Data extracted from a collection:
= Beginning of Section =
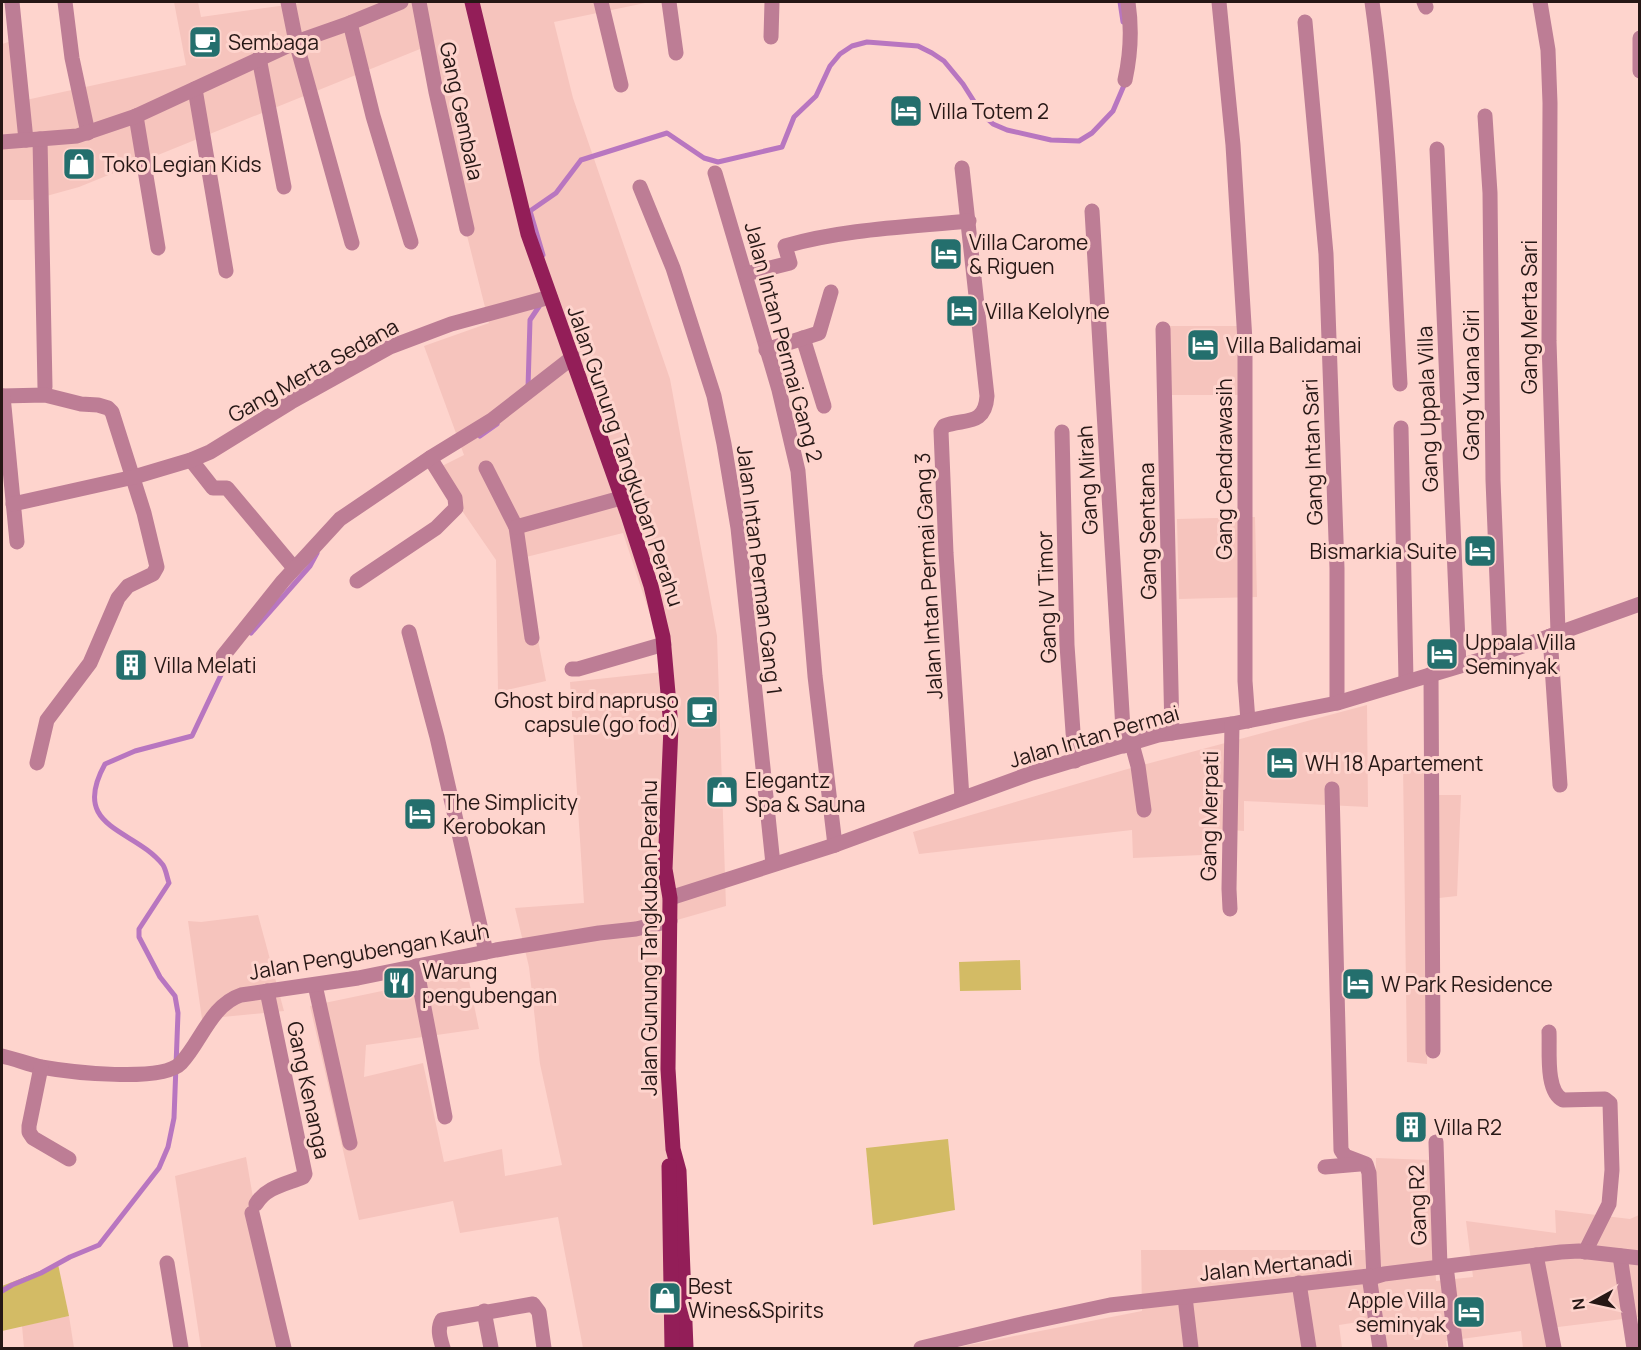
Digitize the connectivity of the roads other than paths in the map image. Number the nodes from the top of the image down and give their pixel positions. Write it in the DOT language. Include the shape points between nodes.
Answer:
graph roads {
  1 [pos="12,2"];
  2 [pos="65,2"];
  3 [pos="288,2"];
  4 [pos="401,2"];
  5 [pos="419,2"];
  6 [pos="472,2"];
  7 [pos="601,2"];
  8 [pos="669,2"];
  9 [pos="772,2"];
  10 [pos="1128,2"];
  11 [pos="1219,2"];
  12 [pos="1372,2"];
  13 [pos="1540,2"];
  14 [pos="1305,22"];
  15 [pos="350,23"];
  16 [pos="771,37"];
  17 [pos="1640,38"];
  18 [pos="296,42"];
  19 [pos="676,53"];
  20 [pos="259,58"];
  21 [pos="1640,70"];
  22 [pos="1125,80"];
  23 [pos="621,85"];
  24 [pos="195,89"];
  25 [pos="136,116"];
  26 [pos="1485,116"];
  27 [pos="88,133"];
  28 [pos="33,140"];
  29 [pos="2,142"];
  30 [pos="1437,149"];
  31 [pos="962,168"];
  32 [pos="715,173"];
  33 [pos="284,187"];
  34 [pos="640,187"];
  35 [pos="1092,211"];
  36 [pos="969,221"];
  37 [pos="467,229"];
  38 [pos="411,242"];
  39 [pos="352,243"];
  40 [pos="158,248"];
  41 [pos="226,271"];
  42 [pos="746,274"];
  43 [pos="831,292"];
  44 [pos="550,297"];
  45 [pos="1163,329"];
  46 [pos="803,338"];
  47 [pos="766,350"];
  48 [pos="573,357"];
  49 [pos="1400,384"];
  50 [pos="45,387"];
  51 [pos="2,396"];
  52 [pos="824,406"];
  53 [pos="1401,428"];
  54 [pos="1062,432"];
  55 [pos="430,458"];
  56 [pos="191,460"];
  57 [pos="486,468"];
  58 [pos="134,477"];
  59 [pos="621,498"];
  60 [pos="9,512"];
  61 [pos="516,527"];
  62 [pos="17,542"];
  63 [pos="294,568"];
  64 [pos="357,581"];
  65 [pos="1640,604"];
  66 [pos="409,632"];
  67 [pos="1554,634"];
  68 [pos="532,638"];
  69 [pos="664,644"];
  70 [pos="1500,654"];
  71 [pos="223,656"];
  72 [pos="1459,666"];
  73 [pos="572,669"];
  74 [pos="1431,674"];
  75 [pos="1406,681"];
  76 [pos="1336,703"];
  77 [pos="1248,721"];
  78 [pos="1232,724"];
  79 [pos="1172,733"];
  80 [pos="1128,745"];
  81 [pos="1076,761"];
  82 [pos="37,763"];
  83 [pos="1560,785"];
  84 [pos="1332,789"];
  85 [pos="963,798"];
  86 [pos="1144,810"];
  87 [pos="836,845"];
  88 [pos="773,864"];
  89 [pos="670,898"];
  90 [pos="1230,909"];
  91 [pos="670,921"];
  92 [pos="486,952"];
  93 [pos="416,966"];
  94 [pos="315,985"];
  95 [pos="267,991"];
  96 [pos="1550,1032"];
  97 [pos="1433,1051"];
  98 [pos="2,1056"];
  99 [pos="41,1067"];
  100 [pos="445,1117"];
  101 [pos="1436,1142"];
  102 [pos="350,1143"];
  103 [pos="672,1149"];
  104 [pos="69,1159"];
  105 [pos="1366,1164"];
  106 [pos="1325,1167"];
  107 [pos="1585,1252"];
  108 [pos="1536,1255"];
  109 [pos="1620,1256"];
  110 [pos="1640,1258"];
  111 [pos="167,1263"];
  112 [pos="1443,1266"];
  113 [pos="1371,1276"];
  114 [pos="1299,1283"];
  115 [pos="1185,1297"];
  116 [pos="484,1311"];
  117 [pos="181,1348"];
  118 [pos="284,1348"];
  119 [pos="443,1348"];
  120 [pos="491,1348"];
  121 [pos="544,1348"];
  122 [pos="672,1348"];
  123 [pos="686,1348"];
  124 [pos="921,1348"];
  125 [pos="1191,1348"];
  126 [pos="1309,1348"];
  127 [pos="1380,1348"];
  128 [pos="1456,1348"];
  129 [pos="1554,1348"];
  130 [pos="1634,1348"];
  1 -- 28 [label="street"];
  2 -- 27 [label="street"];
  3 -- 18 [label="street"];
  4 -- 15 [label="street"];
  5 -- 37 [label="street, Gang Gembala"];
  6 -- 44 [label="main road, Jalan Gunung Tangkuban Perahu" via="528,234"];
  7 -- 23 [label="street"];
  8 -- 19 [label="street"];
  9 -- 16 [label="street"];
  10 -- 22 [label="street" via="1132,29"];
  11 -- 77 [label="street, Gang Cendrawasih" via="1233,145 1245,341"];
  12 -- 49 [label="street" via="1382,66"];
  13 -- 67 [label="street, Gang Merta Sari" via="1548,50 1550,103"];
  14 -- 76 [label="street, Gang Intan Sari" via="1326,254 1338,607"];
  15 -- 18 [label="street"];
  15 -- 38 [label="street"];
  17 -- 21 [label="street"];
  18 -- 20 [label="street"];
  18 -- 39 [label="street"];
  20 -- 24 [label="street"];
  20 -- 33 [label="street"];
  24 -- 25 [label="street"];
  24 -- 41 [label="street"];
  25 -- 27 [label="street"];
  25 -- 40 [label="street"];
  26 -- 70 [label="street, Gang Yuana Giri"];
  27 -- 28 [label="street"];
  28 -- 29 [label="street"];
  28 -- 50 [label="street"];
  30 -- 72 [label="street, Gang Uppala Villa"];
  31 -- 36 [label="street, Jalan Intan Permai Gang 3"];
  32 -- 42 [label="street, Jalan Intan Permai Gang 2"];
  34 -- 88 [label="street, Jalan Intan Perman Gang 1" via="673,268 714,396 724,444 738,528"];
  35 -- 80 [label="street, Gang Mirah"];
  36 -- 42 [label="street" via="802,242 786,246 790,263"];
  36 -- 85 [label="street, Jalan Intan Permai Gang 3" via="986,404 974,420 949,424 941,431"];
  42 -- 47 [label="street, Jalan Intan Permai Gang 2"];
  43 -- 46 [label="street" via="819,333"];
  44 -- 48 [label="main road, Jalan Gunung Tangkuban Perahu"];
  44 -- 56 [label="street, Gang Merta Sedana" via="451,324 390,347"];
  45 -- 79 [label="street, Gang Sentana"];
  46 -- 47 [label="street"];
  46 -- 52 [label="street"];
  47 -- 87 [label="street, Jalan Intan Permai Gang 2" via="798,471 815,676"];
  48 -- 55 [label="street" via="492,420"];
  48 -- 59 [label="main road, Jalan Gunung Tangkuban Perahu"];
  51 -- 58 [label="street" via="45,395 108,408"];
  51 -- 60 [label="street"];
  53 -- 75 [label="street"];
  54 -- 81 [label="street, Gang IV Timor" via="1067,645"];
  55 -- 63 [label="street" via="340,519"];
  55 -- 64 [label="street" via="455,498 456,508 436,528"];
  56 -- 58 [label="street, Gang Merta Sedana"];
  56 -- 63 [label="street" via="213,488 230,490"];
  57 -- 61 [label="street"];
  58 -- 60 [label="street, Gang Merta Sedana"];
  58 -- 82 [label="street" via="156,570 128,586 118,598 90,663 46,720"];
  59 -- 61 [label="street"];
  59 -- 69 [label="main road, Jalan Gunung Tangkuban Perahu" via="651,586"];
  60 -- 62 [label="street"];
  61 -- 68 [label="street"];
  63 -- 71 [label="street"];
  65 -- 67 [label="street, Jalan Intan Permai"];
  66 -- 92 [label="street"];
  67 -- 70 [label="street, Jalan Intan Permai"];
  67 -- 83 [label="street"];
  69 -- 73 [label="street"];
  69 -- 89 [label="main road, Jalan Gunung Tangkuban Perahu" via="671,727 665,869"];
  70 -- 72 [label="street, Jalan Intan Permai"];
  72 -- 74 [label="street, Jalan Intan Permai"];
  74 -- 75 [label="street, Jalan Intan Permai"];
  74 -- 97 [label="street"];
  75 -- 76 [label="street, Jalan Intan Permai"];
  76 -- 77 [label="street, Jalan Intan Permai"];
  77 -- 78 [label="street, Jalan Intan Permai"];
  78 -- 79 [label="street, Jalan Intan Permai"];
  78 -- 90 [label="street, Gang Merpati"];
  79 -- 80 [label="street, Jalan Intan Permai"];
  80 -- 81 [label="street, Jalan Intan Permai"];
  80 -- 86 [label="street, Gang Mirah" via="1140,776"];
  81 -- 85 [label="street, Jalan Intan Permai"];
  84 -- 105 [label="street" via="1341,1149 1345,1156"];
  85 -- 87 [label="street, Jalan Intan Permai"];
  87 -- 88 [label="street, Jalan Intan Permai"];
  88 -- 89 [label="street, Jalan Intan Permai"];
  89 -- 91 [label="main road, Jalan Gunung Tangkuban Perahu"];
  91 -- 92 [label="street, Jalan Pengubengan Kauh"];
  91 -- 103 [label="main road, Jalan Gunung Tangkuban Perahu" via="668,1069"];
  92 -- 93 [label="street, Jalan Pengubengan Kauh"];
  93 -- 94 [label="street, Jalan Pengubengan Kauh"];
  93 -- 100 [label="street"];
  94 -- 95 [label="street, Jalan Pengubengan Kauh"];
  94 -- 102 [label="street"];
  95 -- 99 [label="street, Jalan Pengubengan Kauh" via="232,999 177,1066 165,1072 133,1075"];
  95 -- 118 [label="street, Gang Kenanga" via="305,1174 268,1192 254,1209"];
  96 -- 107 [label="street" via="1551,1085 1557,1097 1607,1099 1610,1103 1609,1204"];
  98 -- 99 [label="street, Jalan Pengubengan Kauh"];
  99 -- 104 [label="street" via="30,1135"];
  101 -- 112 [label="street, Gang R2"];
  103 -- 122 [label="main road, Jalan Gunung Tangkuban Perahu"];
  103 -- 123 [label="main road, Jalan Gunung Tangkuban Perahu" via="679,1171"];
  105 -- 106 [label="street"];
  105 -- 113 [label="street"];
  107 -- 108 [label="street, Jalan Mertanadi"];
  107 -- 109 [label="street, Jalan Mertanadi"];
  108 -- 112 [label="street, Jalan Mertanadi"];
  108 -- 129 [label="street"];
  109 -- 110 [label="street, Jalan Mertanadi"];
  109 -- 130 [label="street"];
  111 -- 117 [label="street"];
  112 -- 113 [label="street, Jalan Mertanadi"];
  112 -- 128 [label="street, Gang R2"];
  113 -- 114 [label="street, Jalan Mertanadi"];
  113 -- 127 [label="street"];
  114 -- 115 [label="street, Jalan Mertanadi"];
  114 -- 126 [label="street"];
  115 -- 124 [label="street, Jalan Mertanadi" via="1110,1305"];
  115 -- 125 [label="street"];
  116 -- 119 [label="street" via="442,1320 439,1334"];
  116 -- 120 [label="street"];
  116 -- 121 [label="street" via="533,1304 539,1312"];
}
= End of Section =
[Task requirements] Look over the data above and show each line that contains "Tangkuban".

[Written response]
  6 -- 44 [label="main road, Jalan Gunung Tangkuban Perahu" via="528,234"];
  44 -- 48 [label="main road, Jalan Gunung Tangkuban Perahu"];
  48 -- 59 [label="main road, Jalan Gunung Tangkuban Perahu"];
  59 -- 69 [label="main road, Jalan Gunung Tangkuban Perahu" via="651,586"];
  69 -- 89 [label="main road, Jalan Gunung Tangkuban Perahu" via="671,727 665,869"];
  89 -- 91 [label="main road, Jalan Gunung Tangkuban Perahu"];
  91 -- 103 [label="main road, Jalan Gunung Tangkuban Perahu" via="668,1069"];
  103 -- 122 [label="main road, Jalan Gunung Tangkuban Perahu"];
  103 -- 123 [label="main road, Jalan Gunung Tangkuban Perahu" via="679,1171"];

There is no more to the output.